(Dataset entries)
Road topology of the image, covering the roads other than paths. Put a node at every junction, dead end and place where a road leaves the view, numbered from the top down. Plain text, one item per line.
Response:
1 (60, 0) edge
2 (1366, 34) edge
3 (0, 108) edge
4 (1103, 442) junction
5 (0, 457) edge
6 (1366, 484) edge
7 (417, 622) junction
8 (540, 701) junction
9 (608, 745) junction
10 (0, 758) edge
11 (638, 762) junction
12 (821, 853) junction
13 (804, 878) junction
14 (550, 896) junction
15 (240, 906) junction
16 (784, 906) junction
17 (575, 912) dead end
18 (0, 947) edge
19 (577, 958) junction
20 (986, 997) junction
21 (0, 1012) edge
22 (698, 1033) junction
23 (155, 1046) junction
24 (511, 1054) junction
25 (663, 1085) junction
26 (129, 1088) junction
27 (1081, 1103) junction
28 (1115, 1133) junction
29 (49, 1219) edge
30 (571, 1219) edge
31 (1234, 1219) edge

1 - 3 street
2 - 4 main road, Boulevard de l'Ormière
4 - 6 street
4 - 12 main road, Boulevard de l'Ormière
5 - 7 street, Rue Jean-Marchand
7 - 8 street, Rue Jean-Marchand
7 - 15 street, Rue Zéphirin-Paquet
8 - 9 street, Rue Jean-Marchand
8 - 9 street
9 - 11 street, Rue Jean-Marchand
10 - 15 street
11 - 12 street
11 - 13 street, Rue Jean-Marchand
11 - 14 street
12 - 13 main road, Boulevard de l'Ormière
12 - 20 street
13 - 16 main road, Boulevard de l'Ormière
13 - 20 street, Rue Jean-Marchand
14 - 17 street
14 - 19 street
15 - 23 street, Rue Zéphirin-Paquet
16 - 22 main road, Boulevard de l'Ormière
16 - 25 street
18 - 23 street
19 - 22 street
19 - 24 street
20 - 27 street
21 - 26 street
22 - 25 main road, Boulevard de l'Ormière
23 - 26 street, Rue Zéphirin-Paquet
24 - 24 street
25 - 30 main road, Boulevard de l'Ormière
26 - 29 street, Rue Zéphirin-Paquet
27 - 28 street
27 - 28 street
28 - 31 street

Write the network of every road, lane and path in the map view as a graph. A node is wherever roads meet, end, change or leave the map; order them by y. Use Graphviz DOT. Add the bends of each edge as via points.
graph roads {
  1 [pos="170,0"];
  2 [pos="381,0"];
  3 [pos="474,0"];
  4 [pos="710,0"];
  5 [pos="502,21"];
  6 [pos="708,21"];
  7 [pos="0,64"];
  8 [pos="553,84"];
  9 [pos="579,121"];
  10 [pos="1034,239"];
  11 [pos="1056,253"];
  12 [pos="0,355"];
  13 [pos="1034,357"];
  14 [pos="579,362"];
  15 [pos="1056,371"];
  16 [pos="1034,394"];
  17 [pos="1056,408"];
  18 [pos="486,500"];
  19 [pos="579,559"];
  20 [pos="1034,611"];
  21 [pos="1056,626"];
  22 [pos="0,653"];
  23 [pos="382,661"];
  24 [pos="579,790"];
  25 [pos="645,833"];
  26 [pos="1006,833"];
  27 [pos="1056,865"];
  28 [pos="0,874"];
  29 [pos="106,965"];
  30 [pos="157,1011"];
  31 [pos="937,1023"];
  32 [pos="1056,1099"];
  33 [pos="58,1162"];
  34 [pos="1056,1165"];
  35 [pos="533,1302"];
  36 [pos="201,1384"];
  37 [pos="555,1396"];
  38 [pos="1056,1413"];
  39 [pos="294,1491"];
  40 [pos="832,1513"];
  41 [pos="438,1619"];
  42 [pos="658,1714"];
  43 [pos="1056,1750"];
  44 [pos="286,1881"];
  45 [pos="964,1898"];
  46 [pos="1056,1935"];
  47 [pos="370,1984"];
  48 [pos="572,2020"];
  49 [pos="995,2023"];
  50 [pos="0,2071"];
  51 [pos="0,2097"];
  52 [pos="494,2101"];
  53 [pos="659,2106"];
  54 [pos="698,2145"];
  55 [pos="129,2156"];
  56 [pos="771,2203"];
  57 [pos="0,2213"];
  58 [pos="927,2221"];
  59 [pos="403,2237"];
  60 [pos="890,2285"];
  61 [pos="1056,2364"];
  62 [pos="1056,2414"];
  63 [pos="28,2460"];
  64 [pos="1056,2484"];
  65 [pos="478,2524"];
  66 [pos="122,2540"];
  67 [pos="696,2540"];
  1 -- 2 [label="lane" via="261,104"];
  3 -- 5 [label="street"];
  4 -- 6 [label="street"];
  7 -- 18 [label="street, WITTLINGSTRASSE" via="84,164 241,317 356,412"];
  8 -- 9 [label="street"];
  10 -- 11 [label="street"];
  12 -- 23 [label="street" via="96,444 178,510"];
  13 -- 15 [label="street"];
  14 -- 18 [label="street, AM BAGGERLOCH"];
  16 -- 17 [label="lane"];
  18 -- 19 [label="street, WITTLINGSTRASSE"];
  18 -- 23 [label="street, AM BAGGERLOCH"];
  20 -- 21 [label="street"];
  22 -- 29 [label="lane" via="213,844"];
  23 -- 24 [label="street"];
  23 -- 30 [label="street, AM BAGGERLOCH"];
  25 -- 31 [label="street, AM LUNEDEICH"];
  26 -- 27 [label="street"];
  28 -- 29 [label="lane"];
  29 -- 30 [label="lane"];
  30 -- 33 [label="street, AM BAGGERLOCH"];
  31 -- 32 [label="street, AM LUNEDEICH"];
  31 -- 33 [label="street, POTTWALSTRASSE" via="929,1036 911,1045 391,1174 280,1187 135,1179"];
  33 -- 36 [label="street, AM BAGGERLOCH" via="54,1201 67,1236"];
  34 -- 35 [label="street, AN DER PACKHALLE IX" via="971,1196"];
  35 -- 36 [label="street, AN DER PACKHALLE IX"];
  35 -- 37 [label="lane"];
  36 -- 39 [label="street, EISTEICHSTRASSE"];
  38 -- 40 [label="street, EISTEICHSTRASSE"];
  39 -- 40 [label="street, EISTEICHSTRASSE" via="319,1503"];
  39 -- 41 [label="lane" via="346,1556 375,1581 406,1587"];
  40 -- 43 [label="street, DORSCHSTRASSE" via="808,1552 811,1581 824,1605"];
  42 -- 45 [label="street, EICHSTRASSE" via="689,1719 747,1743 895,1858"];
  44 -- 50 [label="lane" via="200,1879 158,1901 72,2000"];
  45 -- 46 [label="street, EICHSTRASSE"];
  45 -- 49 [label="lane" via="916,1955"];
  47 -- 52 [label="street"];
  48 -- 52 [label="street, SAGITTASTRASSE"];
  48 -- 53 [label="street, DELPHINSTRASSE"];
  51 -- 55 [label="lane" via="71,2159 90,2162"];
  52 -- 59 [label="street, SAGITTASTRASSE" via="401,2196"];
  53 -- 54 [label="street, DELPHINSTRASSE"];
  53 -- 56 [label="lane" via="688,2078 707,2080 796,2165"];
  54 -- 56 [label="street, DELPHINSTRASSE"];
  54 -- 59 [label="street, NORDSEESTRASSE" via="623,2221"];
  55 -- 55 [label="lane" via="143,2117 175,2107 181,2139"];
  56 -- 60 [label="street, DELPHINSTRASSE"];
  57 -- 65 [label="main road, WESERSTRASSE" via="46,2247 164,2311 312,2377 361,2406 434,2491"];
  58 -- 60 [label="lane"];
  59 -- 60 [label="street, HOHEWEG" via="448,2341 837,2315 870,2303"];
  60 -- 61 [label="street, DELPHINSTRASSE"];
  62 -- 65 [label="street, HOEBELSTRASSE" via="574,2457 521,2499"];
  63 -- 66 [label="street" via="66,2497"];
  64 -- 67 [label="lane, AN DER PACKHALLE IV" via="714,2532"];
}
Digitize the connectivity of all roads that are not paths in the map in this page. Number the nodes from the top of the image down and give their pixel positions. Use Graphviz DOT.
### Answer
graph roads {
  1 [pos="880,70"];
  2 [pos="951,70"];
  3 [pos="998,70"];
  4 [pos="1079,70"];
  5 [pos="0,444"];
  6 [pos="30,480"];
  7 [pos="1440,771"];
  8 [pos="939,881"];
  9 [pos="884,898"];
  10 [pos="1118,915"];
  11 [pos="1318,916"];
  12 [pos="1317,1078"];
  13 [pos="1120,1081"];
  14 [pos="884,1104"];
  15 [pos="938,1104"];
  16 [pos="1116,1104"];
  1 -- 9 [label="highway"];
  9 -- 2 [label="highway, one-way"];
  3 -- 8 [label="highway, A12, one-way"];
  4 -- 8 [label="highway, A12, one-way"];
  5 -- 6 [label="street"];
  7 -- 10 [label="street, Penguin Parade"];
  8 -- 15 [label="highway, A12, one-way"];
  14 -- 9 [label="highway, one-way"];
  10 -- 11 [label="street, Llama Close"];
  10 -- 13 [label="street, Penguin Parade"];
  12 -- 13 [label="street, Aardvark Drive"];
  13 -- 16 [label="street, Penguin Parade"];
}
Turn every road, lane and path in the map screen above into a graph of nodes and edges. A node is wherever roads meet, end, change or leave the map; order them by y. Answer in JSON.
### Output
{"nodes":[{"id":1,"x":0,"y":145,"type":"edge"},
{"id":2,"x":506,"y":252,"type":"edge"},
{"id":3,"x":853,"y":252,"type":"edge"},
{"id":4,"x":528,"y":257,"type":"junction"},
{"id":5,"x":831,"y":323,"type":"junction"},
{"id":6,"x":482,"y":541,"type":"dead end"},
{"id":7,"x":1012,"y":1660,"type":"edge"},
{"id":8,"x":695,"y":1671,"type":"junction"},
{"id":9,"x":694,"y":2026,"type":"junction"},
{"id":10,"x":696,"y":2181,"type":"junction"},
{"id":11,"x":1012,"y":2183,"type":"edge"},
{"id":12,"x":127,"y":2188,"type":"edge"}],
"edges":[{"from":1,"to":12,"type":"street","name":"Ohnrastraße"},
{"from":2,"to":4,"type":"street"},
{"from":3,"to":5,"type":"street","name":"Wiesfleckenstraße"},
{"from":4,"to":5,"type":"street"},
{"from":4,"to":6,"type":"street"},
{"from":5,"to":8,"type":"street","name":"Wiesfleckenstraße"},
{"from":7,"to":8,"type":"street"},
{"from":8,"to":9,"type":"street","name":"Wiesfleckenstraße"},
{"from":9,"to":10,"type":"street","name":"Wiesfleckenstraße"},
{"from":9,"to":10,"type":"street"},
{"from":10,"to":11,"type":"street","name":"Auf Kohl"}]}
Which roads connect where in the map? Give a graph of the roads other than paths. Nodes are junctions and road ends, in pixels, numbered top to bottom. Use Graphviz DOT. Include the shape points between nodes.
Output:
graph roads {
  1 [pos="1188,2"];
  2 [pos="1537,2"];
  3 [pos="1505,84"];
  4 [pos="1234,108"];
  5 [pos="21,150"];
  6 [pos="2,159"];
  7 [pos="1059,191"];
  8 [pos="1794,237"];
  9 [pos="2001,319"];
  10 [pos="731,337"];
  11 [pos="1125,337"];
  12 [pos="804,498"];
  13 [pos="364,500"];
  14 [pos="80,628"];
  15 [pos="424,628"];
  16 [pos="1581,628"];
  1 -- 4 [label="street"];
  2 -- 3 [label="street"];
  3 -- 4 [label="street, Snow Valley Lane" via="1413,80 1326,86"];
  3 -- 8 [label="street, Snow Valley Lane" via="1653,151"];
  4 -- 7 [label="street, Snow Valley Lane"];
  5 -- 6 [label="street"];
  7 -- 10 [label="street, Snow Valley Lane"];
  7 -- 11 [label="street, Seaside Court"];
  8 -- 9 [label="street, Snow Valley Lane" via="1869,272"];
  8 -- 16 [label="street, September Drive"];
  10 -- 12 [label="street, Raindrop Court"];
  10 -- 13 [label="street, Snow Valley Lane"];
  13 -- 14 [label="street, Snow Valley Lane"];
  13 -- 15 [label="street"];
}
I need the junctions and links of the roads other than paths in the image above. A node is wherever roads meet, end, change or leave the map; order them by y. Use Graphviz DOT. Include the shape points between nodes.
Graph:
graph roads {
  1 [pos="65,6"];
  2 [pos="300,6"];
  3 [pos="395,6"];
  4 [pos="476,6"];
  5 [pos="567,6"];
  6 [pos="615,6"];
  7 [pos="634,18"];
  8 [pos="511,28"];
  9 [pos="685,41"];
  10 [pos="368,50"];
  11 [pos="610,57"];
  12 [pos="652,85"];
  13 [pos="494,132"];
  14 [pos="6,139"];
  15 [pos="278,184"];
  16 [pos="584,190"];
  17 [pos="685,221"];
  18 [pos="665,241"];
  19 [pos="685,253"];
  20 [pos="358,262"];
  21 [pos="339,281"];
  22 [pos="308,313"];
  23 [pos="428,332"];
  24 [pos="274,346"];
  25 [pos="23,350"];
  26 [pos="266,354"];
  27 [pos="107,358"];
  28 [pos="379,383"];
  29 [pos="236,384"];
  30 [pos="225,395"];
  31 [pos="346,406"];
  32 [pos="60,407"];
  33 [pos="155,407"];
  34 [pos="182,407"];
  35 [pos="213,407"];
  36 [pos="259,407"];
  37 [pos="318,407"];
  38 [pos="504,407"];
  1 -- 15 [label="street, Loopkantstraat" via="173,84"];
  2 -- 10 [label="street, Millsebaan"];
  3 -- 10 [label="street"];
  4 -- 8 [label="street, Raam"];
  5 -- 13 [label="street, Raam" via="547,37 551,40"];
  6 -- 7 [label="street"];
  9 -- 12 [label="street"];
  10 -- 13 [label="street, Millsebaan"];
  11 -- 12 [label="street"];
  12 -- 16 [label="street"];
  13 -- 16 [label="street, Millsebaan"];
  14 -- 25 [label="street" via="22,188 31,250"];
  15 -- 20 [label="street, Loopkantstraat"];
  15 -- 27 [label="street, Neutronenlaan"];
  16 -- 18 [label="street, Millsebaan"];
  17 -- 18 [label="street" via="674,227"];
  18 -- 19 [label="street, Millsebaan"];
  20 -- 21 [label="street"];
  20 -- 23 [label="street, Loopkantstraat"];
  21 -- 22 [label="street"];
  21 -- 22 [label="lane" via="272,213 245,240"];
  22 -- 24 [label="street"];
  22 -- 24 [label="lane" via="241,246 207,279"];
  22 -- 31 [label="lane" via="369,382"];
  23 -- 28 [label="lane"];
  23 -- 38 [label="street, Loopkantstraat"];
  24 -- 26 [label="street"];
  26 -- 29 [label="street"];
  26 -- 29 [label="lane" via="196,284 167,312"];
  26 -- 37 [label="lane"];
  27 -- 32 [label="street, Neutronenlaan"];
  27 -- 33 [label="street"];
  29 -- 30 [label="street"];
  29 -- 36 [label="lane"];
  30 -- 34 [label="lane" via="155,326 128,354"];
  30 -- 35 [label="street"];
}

* _YOUR OBJECTIVE_
How many lines in the entries hold the word "DELPHINSTRASSE"? Only the number is wanted.

* _WRITTEN RESPONSE_
5